Interviewer: How is the Horizontal Gaze Nystagmus test performed?
Michael Munoz: Horizontal Gaze Nystagmus is a test where they look at your eyes and Nystagmus is involuntarily twitching of the eyes. The best way to describe it is as this: When someone’s impaired and they look from right to left or left to right at a certain speed, their eyes may not move fluidly, they may twitch kind of like when you turn on the windshield wipers on a dry window, how those skip, that’s kind of how your eyes will look if you’re impaired. The officers are looking for three clues and they’re looking for three stages where they see twitches.
Police Officers Look for Clues to Determine the Presence of Nystagmus in the Subject
The officers are supposed to put out a stimulus in front of someone, move the stimulus back and forth slowly over a specific amount of time at a specific distance from the person’s face. The person is supposed to look straight without moving their head and moving their eyes only watching the tip of the stimulus and then, the officers are supposed to look. In addition, the suspect who’s having the test done to them is supposed to not have any flashing, blinking, bright lights in their face while they’re conducting the test because that can throw off the test. What the state tries to do is they try to say that if they find all clues of the HGN, they will argue that science says that they must be an 0.08 or over blood alcohol level.
The Horizontal Gaze Nystagmus Test Must be Administered While the Subject is Standing Upright
Interviewer: Does Horizontal Gaze Nystagmus have to be performed as the individual is sitting down or standing up?
Michael Munoz: Standing up.

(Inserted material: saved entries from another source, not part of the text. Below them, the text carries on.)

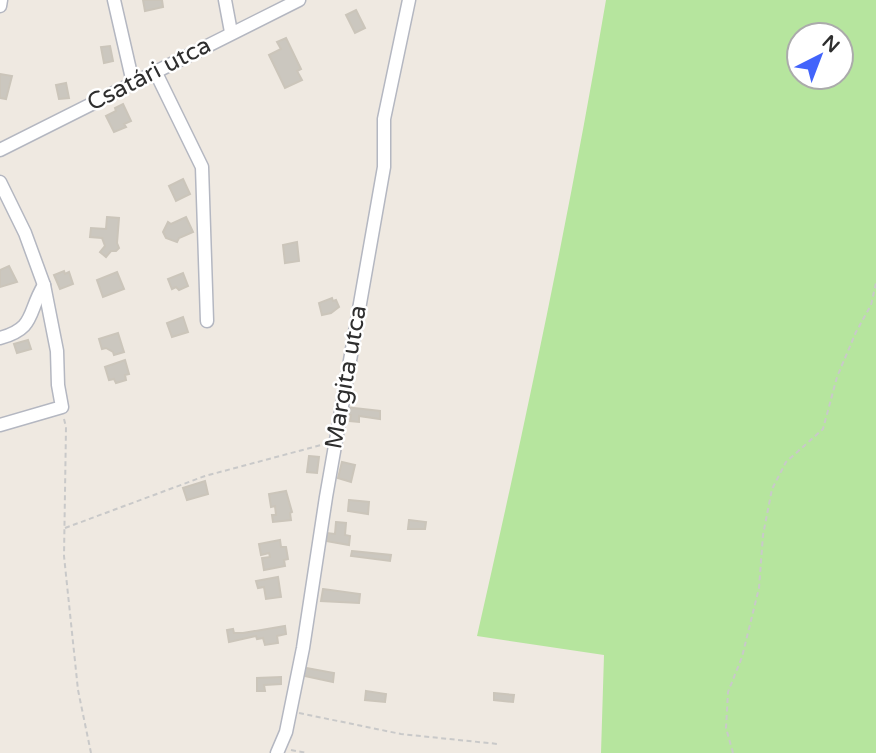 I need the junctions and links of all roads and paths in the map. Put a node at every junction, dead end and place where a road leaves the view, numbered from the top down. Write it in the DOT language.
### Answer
graph roads {
  1 [pos="1,0"];
  2 [pos="114,0"];
  3 [pos="225,0"];
  4 [pos="299,0"];
  5 [pos="409,0"];
  6 [pos="0,6"];
  7 [pos="232,32"];
  8 [pos="156,73"];
  9 [pos="133,83"];
  10 [pos="0,150"];
  11 [pos="0,182"];
  12 [pos="876,283"];
  13 [pos="44,285"];
  14 [pos="206,321"];
  15 [pos="0,338"];
  16 [pos="62,407"];
  17 [pos="0,425"];
  18 [pos="335,442"];
  19 [pos="64,529"];
  20 [pos="291,710"];
  21 [pos="498,744"];
  22 [pos="278,751"];
  23 [pos="91,753"];
  24 [pos="307,753"];
  25 [pos="733,753"];
  1 -- 6 [label="street"];
  2 -- 9 [label="street"];
  3 -- 7 [label="street"];
  4 -- 7 [label="street, Csatári utca"];
  5 -- 18 [label="street, Margita utca"];
  7 -- 8 [label="street, Csatári utca"];
  8 -- 9 [label="street, Csatári utca"];
  8 -- 14 [label="street"];
  9 -- 10 [label="street, Csatári utca"];
  11 -- 13 [label="street"];
  12 -- 25 [label="path"];
  13 -- 15 [label="street"];
  13 -- 16 [label="street"];
  16 -- 17 [label="street"];
  16 -- 19 [label="path"];
  18 -- 19 [label="path"];
  18 -- 20 [label="street, Margita utca"];
  19 -- 23 [label="path"];
  20 -- 21 [label="path"];
  20 -- 22 [label="street, Margita utca"];
  22 -- 24 [label="path"];
}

The officers have to go through a training course, they have to have a certain accuracy level. Most of the officers that conduct Horizontal Gaze Nystagmus are also DRE officers, Drug Recognition Experts as well.
The Other Factors Which May Cause the Occurrence of Nystagmus in an Individual
Interviewer: Could there be any other factor that can create this effect, like natural occurring nystagmus for instance?
Michael Munoz: Yes. There are a number of things that can occur that can make you show those symptoms of involuntary twitching of the eyes. Alcohol is one of many things, a prior concoction, a recent concoction and actually a neurological disorder that you might have not known about, you could have a tumor, you could have other physical conditions that causes it. There are a number of things that can cause Horizontal Gaze Nystagmus that has nothing to do with alcohol or drugs.
Naturally Occurring Nystagmus Can be Challenged in Court as it is Not Related to Alcohol or Impairment
Interviewer: So, that’s definitely something that can be argued, you know.
Michael Munoz: Yes. That is one of the defenses is to explain to the jury that Horizontal Gaze Nystagmus does not mean you’re impaired by alcohol; it means that you may be impaired by alcohol but that’s one thing of which could be — there could be many other things that make your eyes do that.